START Input records
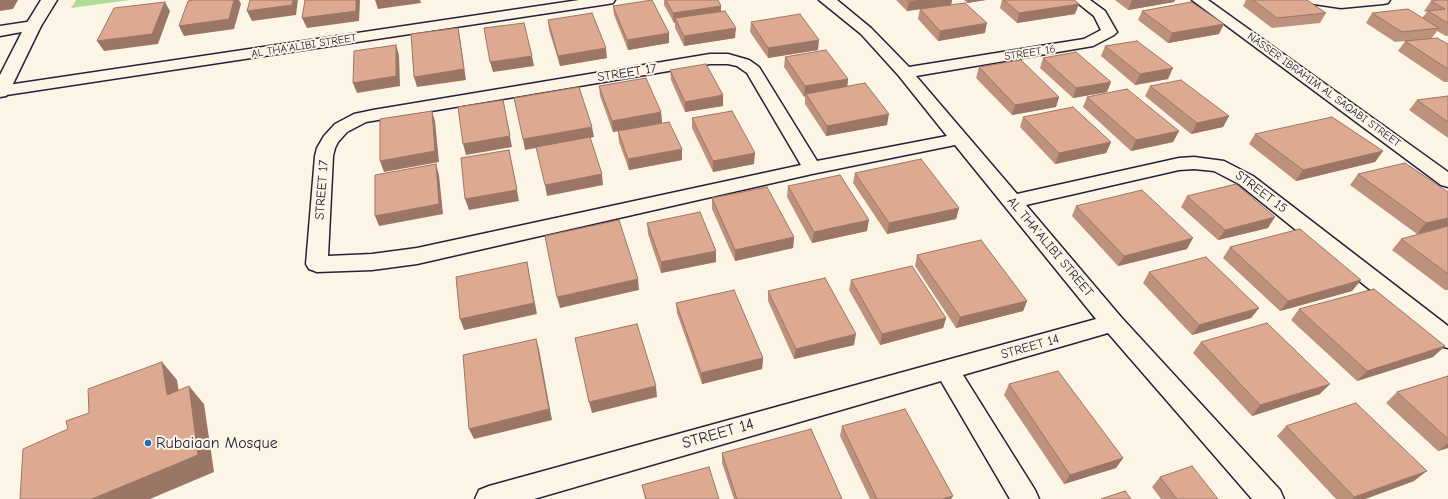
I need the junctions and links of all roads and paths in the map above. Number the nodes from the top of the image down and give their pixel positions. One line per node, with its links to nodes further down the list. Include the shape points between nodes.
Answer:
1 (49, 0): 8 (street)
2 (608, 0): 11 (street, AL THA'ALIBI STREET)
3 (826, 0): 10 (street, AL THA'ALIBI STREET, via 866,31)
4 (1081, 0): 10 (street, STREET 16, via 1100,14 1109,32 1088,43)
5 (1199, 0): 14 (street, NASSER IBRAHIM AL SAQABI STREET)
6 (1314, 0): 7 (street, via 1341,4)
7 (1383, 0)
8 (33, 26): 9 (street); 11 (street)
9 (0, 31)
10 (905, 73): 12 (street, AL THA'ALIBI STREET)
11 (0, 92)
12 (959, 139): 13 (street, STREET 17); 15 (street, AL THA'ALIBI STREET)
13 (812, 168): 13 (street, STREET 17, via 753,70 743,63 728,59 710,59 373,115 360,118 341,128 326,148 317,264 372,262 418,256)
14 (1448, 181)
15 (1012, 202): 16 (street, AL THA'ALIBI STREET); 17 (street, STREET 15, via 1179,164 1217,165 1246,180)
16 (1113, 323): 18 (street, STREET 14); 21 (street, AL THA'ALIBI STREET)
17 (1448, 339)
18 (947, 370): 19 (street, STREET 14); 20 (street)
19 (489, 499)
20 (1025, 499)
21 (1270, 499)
END Input records
START Input records
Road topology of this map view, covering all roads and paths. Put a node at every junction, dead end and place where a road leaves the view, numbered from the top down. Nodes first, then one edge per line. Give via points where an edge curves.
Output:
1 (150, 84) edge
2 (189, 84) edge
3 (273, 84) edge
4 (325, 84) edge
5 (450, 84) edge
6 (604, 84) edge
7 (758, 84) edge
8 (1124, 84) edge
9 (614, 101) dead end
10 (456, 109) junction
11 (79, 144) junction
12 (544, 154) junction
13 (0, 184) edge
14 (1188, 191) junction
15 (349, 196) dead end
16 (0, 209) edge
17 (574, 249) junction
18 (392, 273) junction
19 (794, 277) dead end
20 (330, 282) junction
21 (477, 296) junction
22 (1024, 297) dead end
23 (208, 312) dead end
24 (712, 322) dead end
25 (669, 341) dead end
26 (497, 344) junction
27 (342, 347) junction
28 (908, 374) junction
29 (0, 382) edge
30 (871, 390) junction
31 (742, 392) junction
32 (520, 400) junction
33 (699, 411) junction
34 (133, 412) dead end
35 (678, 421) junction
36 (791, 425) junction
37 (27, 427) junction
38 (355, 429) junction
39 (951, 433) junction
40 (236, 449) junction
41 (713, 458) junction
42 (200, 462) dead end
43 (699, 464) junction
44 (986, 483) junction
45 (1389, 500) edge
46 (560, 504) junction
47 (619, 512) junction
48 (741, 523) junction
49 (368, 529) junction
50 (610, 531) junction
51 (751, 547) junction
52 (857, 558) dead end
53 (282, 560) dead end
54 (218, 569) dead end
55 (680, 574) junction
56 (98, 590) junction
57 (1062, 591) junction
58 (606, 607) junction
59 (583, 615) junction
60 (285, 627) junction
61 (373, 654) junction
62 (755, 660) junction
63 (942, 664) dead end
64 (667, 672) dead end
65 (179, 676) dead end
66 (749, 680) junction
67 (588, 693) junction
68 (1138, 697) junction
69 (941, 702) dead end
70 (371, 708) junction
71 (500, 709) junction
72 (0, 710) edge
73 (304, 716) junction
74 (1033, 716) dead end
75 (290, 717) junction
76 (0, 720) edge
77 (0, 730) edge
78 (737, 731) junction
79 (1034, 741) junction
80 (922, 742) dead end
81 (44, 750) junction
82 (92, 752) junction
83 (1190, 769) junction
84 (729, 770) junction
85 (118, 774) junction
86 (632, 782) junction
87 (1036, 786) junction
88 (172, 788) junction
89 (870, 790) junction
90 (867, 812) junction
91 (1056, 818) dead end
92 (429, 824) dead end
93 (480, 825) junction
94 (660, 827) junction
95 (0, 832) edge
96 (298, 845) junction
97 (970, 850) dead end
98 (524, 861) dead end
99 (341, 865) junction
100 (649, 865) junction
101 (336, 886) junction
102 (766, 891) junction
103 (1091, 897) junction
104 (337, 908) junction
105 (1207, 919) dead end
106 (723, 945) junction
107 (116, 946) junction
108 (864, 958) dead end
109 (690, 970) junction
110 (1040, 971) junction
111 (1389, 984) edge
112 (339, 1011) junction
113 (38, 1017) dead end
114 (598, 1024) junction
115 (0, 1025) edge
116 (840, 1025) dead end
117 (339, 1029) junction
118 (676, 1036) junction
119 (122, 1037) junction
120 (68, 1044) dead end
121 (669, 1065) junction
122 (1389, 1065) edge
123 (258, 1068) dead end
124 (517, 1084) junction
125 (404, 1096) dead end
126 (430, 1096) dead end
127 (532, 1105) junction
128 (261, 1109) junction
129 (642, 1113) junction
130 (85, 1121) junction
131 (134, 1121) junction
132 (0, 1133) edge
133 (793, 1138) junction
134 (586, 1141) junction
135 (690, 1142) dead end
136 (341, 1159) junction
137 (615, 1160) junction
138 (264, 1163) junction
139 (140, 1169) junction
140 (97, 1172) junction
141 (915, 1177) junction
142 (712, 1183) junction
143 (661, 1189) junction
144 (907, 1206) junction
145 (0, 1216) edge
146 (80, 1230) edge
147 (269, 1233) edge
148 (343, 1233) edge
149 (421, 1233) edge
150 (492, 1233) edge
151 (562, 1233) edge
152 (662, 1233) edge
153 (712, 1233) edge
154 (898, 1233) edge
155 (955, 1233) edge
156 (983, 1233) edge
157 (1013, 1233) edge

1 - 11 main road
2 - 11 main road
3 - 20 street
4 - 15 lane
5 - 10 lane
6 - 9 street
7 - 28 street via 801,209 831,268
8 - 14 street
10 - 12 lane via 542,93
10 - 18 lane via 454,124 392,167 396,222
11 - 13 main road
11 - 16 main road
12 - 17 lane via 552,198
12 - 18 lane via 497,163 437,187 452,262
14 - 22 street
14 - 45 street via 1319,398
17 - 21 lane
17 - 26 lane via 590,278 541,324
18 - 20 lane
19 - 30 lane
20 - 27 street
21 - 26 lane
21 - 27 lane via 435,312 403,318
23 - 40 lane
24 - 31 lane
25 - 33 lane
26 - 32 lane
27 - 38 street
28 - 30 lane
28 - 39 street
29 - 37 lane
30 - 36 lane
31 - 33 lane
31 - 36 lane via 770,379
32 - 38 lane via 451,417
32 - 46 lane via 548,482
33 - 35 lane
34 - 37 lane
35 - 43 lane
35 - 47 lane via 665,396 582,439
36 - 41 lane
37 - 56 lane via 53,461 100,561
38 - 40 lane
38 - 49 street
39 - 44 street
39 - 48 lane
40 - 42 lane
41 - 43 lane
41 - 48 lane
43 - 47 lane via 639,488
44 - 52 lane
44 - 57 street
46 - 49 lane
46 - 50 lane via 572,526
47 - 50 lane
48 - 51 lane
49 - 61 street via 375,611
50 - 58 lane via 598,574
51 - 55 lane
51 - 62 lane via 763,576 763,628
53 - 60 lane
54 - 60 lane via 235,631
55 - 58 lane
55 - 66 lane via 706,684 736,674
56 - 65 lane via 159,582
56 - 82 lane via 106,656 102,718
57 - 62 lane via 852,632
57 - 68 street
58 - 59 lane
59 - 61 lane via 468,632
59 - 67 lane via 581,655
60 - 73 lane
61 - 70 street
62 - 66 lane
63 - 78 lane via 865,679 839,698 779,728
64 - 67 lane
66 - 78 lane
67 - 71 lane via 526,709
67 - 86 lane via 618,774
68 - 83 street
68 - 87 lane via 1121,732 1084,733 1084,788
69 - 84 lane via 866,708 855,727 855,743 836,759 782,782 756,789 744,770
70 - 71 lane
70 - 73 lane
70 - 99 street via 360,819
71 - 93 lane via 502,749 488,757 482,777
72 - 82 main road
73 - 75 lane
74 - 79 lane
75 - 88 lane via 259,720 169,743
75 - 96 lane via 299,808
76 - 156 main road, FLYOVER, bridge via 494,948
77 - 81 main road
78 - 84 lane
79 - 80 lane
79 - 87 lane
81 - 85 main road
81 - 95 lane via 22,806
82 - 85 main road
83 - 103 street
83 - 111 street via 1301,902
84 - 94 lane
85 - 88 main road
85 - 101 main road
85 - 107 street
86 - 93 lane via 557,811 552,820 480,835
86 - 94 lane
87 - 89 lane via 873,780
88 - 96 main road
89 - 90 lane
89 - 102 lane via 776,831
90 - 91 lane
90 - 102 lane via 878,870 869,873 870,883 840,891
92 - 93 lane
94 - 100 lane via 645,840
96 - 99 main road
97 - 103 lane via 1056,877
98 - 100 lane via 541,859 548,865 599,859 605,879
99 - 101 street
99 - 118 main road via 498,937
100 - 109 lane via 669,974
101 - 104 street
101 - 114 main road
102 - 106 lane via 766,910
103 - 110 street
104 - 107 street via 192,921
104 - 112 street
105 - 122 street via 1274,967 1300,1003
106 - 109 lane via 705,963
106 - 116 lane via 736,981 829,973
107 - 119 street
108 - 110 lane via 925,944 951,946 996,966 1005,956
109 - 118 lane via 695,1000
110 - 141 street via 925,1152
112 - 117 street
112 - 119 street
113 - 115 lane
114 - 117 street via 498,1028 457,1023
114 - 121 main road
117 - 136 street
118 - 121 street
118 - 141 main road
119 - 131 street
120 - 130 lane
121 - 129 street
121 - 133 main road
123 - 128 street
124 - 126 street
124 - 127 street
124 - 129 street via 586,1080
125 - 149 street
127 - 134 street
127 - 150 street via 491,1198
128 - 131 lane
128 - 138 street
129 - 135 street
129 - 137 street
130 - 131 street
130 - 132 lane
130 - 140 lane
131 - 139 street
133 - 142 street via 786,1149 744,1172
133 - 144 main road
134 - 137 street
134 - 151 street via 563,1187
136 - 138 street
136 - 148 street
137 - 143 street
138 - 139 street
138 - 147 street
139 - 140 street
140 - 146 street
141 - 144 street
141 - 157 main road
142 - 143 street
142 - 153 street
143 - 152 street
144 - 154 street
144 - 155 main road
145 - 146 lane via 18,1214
END Input records
▶ **What is needed**: Throughout the listing above, how many lines hold the word "points"? Answer with only the number.

▶ **Result**: 2